Vacation rental providers and third-party companies have the opportunity to market their vacation rentals via HomeToGo, with HomeToGo acting as an intermediary. HomeToGo receives a market dependent commission for bookings or generated traffic.

In 2023, HomeToGo launched its AI-powered travel planner, AI Mode, which uses generative AI to offer personalized vacation rental recommendations.

In 2024, HomeToGo launched AI Sunny, its AI-powered travel assistant.

In 2025, HomeToGo launched AI Filter, its AI-powered search filter. In addition, the company offers AI features integrated directly into its platform such as Smart AI Reviews, AI-summarized reviews from trusted guests, and Smart AI Offer Summaries, AI-summarized offer descriptions.

== Smoobu ==
Smoobu is a Berlin-based provider of software-as-a-service property management and channel management tools for vacation rental hosts, and part of the HomeToGo Group. Registered in Berlin in August 2014, it was co-founded by Fabian Beckers and Philipp Reuter, who positioned it as an affordable channel manager for independent vacation rental hosts. Today, Smoobu is led by Managing Directors Jannik Abraham and Jürgen von Beyme Cortés.

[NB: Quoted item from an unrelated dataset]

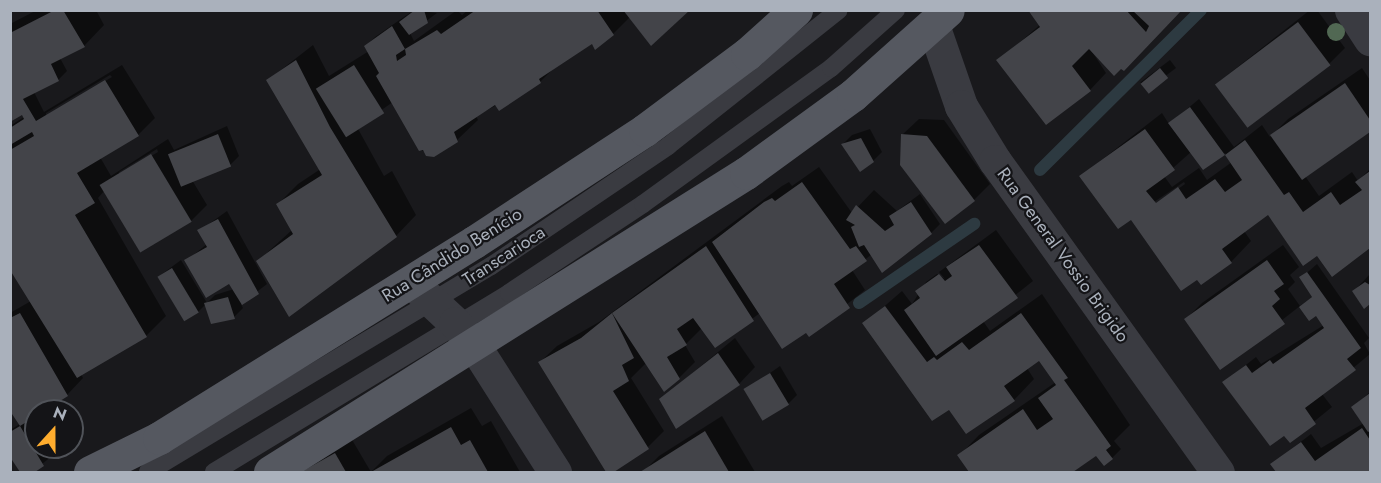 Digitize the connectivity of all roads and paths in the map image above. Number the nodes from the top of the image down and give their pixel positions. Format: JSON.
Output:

By April 2021, the platform powered more than 70,000 listings worldwide. On 1 March 2021, HomeToGo's subsidiary HS Holiday Search GmbH acquired 100 per cent of the shares in Smoobu GmbH. It continued to operate under its own brand and became one of the constituent brands of the HomeToGo_PRO segment created in December 2023.

The platform combines a channel manager, a property management system with a unified inbox and online check-in, a direct booking engine and website builder, and a dynamic pricing tool; HomeToGo describes its customers as individual hosts independently managing properties, standalone or as part of a portfolio. Smoobu is listed among Booking.com's "Premier Plus" connectivity providers and among Airbnb's preferred software partners for 2026, marking the ninth consecutive year the company has earned the Airbnb distinction.